[DATA IN THIS EXERCISE Boundary: Start]
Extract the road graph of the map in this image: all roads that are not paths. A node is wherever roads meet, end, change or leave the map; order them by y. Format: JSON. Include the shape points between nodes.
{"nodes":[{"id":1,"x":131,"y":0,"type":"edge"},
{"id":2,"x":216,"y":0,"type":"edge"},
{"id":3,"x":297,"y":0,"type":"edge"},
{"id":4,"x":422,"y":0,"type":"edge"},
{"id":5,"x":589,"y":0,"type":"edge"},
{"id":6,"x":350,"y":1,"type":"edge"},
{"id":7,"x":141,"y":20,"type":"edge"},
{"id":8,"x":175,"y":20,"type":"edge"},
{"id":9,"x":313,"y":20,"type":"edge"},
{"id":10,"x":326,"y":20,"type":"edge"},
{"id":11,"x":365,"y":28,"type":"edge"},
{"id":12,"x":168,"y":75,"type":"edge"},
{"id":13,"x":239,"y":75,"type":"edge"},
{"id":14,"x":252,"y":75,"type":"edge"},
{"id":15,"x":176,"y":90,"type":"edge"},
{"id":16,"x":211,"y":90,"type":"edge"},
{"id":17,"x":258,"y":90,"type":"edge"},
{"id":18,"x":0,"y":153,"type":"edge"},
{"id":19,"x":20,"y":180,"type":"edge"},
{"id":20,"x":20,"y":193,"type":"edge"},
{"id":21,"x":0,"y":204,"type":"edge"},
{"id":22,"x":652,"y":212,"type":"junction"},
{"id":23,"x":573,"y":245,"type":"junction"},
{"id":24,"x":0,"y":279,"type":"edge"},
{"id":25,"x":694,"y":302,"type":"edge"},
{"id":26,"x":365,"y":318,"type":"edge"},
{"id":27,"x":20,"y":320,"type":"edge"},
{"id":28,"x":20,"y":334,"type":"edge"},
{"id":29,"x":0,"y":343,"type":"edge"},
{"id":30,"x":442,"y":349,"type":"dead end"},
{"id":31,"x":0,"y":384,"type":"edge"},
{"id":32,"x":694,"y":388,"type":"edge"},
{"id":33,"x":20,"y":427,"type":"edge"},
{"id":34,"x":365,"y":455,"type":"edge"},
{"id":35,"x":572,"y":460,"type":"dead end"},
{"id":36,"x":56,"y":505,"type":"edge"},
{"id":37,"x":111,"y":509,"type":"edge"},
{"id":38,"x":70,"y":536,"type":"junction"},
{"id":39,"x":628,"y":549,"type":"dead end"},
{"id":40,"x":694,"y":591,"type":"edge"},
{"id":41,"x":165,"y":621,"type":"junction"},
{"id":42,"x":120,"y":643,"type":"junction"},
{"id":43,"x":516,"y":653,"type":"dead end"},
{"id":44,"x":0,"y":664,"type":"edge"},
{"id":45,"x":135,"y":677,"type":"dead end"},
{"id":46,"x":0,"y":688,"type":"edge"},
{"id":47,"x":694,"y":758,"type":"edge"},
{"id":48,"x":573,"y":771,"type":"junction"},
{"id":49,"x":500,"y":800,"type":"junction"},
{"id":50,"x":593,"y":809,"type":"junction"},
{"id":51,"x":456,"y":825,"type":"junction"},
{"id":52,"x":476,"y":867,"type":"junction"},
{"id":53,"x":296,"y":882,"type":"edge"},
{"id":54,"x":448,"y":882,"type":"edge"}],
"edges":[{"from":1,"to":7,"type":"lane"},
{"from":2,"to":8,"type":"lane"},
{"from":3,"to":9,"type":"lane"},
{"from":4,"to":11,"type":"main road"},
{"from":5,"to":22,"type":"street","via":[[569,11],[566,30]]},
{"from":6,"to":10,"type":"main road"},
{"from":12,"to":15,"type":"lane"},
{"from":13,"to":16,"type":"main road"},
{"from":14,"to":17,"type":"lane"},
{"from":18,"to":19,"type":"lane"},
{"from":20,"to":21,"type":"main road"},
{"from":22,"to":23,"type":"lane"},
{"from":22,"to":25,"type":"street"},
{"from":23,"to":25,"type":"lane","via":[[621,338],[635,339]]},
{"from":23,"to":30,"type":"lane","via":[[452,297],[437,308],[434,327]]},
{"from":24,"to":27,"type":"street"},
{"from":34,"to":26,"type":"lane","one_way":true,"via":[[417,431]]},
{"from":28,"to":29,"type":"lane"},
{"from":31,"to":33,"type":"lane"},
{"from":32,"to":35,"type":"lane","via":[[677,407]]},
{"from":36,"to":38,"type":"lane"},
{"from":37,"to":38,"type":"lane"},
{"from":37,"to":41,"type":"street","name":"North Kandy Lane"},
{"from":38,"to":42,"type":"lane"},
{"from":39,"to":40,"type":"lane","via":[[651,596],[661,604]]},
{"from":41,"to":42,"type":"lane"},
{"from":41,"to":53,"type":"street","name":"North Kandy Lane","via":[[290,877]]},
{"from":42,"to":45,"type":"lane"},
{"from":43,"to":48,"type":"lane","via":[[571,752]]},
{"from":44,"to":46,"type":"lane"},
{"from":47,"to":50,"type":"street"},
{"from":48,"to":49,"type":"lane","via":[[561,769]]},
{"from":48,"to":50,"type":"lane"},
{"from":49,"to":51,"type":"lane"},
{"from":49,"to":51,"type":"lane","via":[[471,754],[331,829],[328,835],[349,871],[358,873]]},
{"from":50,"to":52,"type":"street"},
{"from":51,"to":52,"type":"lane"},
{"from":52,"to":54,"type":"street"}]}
[DATA IN THIS EXERCISE Boundary: End]
EXERCISE - Write the data out again, verbatim.

TASK OUTPUT -
Extract the road graph of the map in this image: all roads that are not paths. A node is wherever roads meet, end, change or leave the map; order them by y. Format: JSON. Include the shape points between nodes.
{"nodes":[{"id":1,"x":131,"y":0,"type":"edge"},
{"id":2,"x":216,"y":0,"type":"edge"},
{"id":3,"x":297,"y":0,"type":"edge"},
{"id":4,"x":422,"y":0,"type":"edge"},
{"id":5,"x":589,"y":0,"type":"edge"},
{"id":6,"x":350,"y":1,"type":"edge"},
{"id":7,"x":141,"y":20,"type":"edge"},
{"id":8,"x":175,"y":20,"type":"edge"},
{"id":9,"x":313,"y":20,"type":"edge"},
{"id":10,"x":326,"y":20,"type":"edge"},
{"id":11,"x":365,"y":28,"type":"edge"},
{"id":12,"x":168,"y":75,"type":"edge"},
{"id":13,"x":239,"y":75,"type":"edge"},
{"id":14,"x":252,"y":75,"type":"edge"},
{"id":15,"x":176,"y":90,"type":"edge"},
{"id":16,"x":211,"y":90,"type":"edge"},
{"id":17,"x":258,"y":90,"type":"edge"},
{"id":18,"x":0,"y":153,"type":"edge"},
{"id":19,"x":20,"y":180,"type":"edge"},
{"id":20,"x":20,"y":193,"type":"edge"},
{"id":21,"x":0,"y":204,"type":"edge"},
{"id":22,"x":652,"y":212,"type":"junction"},
{"id":23,"x":573,"y":245,"type":"junction"},
{"id":24,"x":0,"y":279,"type":"edge"},
{"id":25,"x":694,"y":302,"type":"edge"},
{"id":26,"x":365,"y":318,"type":"edge"},
{"id":27,"x":20,"y":320,"type":"edge"},
{"id":28,"x":20,"y":334,"type":"edge"},
{"id":29,"x":0,"y":343,"type":"edge"},
{"id":30,"x":442,"y":349,"type":"dead end"},
{"id":31,"x":0,"y":384,"type":"edge"},
{"id":32,"x":694,"y":388,"type":"edge"},
{"id":33,"x":20,"y":427,"type":"edge"},
{"id":34,"x":365,"y":455,"type":"edge"},
{"id":35,"x":572,"y":460,"type":"dead end"},
{"id":36,"x":56,"y":505,"type":"edge"},
{"id":37,"x":111,"y":509,"type":"edge"},
{"id":38,"x":70,"y":536,"type":"junction"},
{"id":39,"x":628,"y":549,"type":"dead end"},
{"id":40,"x":694,"y":591,"type":"edge"},
{"id":41,"x":165,"y":621,"type":"junction"},
{"id":42,"x":120,"y":643,"type":"junction"},
{"id":43,"x":516,"y":653,"type":"dead end"},
{"id":44,"x":0,"y":664,"type":"edge"},
{"id":45,"x":135,"y":677,"type":"dead end"},
{"id":46,"x":0,"y":688,"type":"edge"},
{"id":47,"x":694,"y":758,"type":"edge"},
{"id":48,"x":573,"y":771,"type":"junction"},
{"id":49,"x":500,"y":800,"type":"junction"},
{"id":50,"x":593,"y":809,"type":"junction"},
{"id":51,"x":456,"y":825,"type":"junction"},
{"id":52,"x":476,"y":867,"type":"junction"},
{"id":53,"x":296,"y":882,"type":"edge"},
{"id":54,"x":448,"y":882,"type":"edge"}],
"edges":[{"from":1,"to":7,"type":"lane"},
{"from":2,"to":8,"type":"lane"},
{"from":3,"to":9,"type":"lane"},
{"from":4,"to":11,"type":"main road"},
{"from":5,"to":22,"type":"street","via":[[569,11],[566,30]]},
{"from":6,"to":10,"type":"main road"},
{"from":12,"to":15,"type":"lane"},
{"from":13,"to":16,"type":"main road"},
{"from":14,"to":17,"type":"lane"},
{"from":18,"to":19,"type":"lane"},
{"from":20,"to":21,"type":"main road"},
{"from":22,"to":23,"type":"lane"},
{"from":22,"to":25,"type":"street"},
{"from":23,"to":25,"type":"lane","via":[[621,338],[635,339]]},
{"from":23,"to":30,"type":"lane","via":[[452,297],[437,308],[434,327]]},
{"from":24,"to":27,"type":"street"},
{"from":34,"to":26,"type":"lane","one_way":true,"via":[[417,431]]},
{"from":28,"to":29,"type":"lane"},
{"from":31,"to":33,"type":"lane"},
{"from":32,"to":35,"type":"lane","via":[[677,407]]},
{"from":36,"to":38,"type":"lane"},
{"from":37,"to":38,"type":"lane"},
{"from":37,"to":41,"type":"street","name":"North Kandy Lane"},
{"from":38,"to":42,"type":"lane"},
{"from":39,"to":40,"type":"lane","via":[[651,596],[661,604]]},
{"from":41,"to":42,"type":"lane"},
{"from":41,"to":53,"type":"street","name":"North Kandy Lane","via":[[290,877]]},
{"from":42,"to":45,"type":"lane"},
{"from":43,"to":48,"type":"lane","via":[[571,752]]},
{"from":44,"to":46,"type":"lane"},
{"from":47,"to":50,"type":"street"},
{"from":48,"to":49,"type":"lane","via":[[561,769]]},
{"from":48,"to":50,"type":"lane"},
{"from":49,"to":51,"type":"lane"},
{"from":49,"to":51,"type":"lane","via":[[471,754],[331,829],[328,835],[349,871],[358,873]]},
{"from":50,"to":52,"type":"street"},
{"from":51,"to":52,"type":"lane"},
{"from":52,"to":54,"type":"street"}]}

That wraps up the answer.